--- HOW TO COMPLETE THIS TASK ---
Would you return, word for word, the lines of the data below from the line with "middle tip: (188, 291)" through the line with "index tip: (192, 238)", and no others?

--- INFORMATION PROVIDED ---
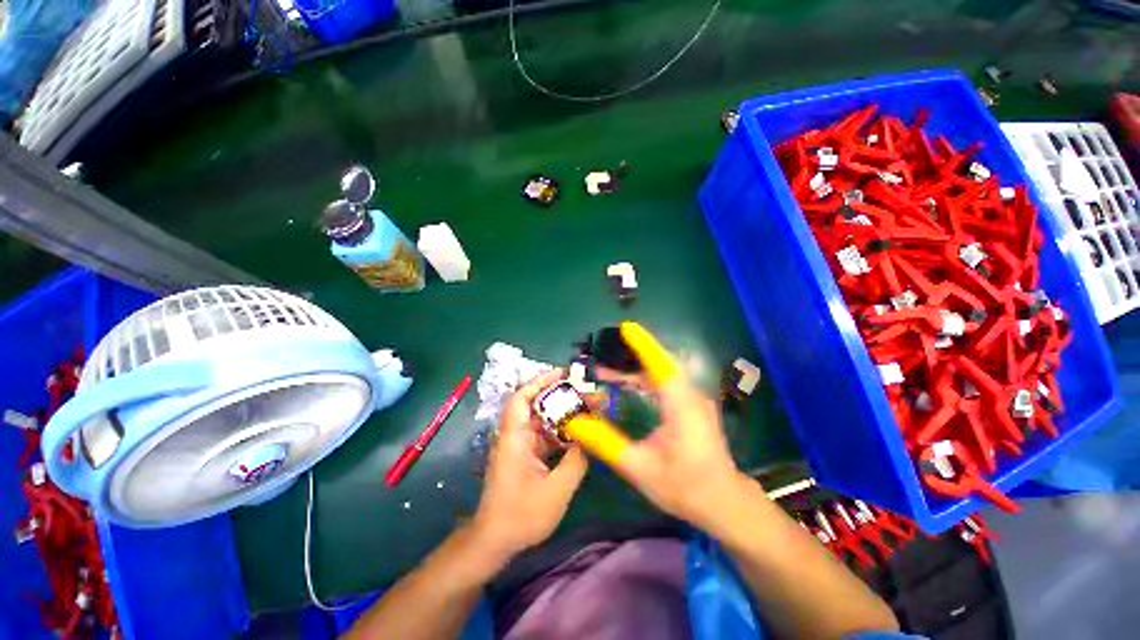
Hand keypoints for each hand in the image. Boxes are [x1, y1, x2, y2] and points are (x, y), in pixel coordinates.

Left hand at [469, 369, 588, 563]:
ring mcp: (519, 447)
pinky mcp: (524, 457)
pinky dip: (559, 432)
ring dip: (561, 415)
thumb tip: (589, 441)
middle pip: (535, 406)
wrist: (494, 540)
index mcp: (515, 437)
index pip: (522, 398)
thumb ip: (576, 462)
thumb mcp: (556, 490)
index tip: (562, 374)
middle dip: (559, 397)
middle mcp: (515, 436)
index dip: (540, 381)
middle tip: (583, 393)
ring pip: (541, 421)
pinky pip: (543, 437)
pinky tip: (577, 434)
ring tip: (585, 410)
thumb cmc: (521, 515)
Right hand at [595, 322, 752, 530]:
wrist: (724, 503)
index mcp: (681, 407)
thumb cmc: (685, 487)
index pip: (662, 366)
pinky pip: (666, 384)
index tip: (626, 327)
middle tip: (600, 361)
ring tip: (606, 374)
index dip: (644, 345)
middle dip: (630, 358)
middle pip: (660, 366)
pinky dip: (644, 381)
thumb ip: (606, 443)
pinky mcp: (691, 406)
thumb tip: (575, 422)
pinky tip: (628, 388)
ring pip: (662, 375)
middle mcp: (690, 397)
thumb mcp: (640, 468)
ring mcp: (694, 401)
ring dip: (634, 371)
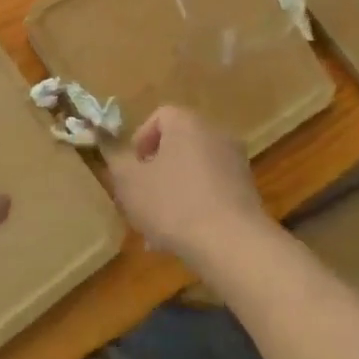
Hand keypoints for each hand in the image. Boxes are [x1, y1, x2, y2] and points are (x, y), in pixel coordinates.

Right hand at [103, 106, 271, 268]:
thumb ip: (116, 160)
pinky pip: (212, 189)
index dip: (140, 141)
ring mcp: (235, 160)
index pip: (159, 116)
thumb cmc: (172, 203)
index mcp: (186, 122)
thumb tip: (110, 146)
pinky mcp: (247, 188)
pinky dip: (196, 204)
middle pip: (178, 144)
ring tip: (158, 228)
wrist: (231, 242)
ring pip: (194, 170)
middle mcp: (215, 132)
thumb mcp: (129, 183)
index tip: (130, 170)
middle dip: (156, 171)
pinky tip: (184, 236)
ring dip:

...

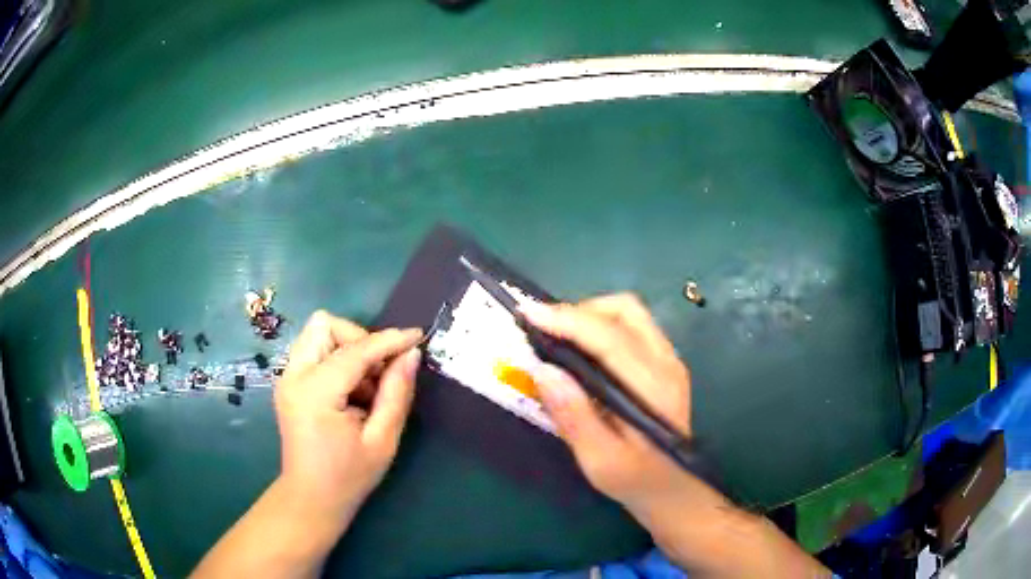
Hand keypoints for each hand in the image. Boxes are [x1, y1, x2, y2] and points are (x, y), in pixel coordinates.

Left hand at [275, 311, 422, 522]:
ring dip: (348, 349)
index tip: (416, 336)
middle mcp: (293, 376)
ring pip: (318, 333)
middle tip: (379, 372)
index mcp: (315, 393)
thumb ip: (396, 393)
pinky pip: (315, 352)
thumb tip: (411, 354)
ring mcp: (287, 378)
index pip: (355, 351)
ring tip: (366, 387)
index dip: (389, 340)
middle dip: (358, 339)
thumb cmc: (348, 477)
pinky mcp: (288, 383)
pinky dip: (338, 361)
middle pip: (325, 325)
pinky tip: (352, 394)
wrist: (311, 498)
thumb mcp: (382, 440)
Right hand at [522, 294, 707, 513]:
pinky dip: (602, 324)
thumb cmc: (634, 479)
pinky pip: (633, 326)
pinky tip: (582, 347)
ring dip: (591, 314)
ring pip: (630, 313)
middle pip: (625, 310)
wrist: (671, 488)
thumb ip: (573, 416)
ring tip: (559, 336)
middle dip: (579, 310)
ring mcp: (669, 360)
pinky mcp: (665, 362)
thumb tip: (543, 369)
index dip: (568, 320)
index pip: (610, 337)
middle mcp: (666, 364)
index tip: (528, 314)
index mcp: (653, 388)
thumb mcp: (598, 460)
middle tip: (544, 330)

==

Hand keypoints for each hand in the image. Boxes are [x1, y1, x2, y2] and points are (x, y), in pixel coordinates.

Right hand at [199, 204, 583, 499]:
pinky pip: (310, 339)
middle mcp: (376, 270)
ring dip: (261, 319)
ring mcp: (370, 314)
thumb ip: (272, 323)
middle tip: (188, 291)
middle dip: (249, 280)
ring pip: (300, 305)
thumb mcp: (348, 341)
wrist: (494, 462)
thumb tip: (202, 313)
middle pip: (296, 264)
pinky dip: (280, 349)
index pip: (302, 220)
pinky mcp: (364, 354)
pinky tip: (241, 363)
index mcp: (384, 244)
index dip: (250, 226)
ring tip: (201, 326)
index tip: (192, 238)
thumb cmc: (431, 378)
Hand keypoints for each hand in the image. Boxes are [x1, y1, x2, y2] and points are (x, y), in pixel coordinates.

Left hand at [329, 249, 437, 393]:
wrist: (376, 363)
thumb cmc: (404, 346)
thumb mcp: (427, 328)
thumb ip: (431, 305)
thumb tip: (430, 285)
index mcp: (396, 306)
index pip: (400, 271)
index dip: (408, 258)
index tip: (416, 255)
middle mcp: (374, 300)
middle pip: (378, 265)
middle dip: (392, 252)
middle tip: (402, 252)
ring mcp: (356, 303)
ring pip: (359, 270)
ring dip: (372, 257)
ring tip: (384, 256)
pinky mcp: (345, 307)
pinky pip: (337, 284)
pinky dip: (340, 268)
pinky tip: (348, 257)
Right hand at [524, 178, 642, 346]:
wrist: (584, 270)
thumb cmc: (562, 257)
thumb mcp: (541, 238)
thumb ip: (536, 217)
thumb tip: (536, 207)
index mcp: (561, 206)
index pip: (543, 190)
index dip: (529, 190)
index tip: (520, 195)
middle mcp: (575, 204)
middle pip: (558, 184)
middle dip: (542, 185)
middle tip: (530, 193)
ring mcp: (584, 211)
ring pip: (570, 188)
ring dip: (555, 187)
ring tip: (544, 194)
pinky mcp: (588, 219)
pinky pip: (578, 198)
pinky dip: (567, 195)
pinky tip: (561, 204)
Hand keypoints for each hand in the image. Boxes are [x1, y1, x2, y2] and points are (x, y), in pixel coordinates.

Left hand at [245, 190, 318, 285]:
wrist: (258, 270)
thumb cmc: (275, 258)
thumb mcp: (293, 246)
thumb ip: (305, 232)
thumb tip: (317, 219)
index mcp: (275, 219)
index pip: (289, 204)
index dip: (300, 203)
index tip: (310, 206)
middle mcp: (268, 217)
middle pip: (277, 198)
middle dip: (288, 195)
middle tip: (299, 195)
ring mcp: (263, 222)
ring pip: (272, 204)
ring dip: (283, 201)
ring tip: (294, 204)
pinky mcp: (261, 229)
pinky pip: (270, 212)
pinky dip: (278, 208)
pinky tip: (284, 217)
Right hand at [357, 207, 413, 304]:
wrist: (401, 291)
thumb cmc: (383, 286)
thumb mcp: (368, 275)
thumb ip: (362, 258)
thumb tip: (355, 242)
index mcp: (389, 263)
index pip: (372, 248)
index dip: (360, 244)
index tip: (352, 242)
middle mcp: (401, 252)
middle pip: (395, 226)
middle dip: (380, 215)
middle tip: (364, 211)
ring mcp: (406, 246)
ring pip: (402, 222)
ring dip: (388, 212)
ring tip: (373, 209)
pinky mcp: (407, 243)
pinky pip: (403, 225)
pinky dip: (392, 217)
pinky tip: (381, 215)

--- SOLVED EXERCISE ---
middle tip: (188, 291)
middle dip: (249, 280)
ring pip: (300, 305)
thumb mcp: (348, 341)
wrist: (494, 462)
thumb tip: (202, 313)
middle pip: (296, 264)
pinky dip: (280, 349)
index pip: (302, 220)
pinky mcp: (364, 354)
pinky tip: (241, 363)
index mcp: (384, 244)
index dip: (250, 226)
ring tip: (201, 326)
index tip: (192, 238)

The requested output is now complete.